La cour confirme ainsi le jugement en première instance du tribunal de grande instance de Lyon, qui, en février 2012, avait reconnu « responsable » Monsanto et l’avait condamné à « indemniser entièrement » le céréalier charentais. Elle invoque à l’encontre de la multinationale « un manquement contractuel », lui reprochant « d’avoir failli à son obligation générale d’information pour n’avoir pas respecté les règles en matière d’emballage et d’étiquetage des produits ».

« Décision historique »
Paul François s’est félicité, lors d’une conférence de presse à Paris, jeudi, de cette « décision historique », ajoutant que « le pot de terre peut gagner contre le pot de fer ». « Pour la première fois, un fabricant de pesticides est condamné à indemniser un agriculteur pour l’avoir intoxiqué », a insisté son avocat, François Lafforgue. « Cette décision est le point de départ d’un grand mouvement d’indemnisations. Elle ouvre une brèche dans la responsabilité des fabricants », a-t-il ajouté, appelant à la création d’un fonds pour indemniser les victimes de pesticides.

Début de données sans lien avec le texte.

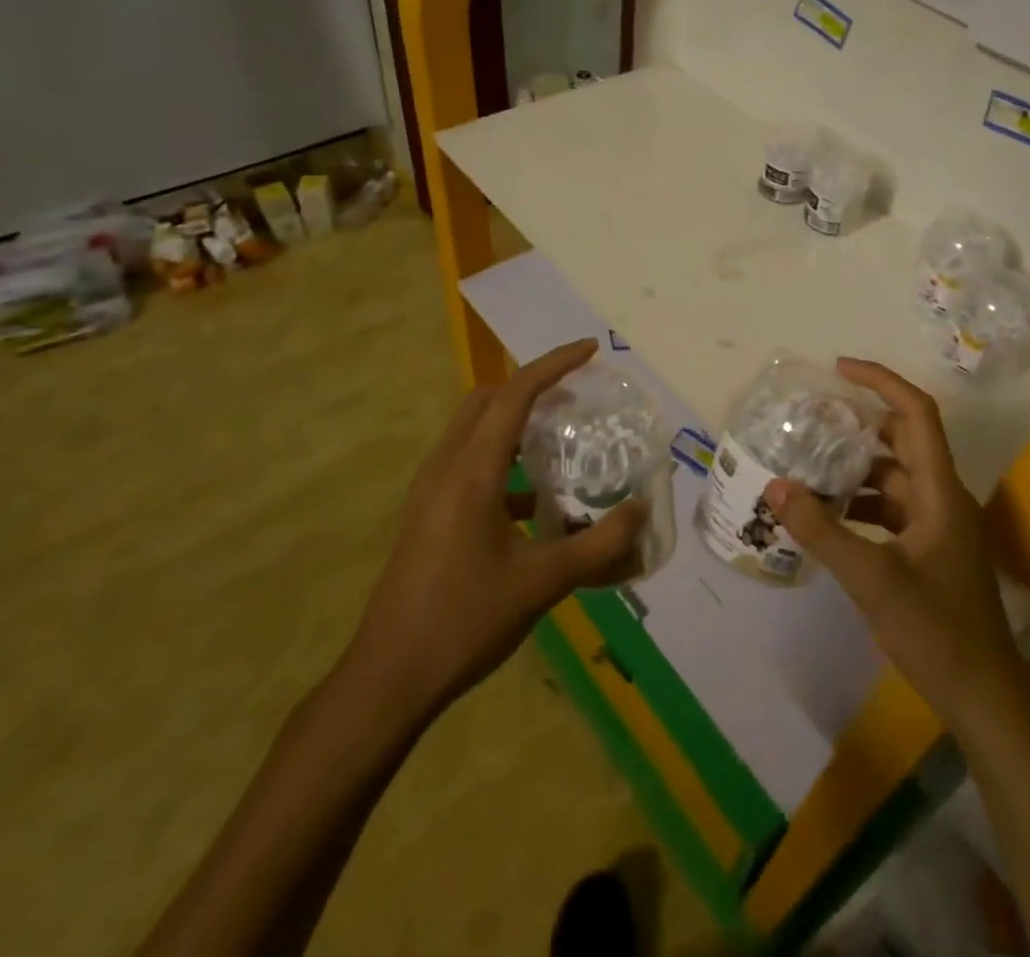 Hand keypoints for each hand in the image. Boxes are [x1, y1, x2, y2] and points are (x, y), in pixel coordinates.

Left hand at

« La reconnaissance de la responsabilité de Monsanto dans cette affaire est essentielle : les firmes qui mettent sur le marché ces produits doivent comprendre que dorénavant elles ne pourront plus se défausser de leurs responsabilités vis-à-vis des pouvoirs publics ou l’utilisateur et que des comptes leur seront demandés, abonde dans un communiqué Maria Pelletier, présidente de l’ONG Générations futures. C’est une étape importante pour toutes les autres victimes des pesticides qui espèrent voir enfin confirmée la responsabilité des firmes dans la survenue des maladies qui les touchent. »
S’il refuse de passer pour une icône écologiste ou altermondialiste, ce céréalier charentais restera comme le premier en France à avoir fait condamner le géant de l’agrochimie américain. Il est en tout cas le premier à avoir rompu le silence sur les dangers des herbicides, insecticides et autres fongicides longtemps vantés.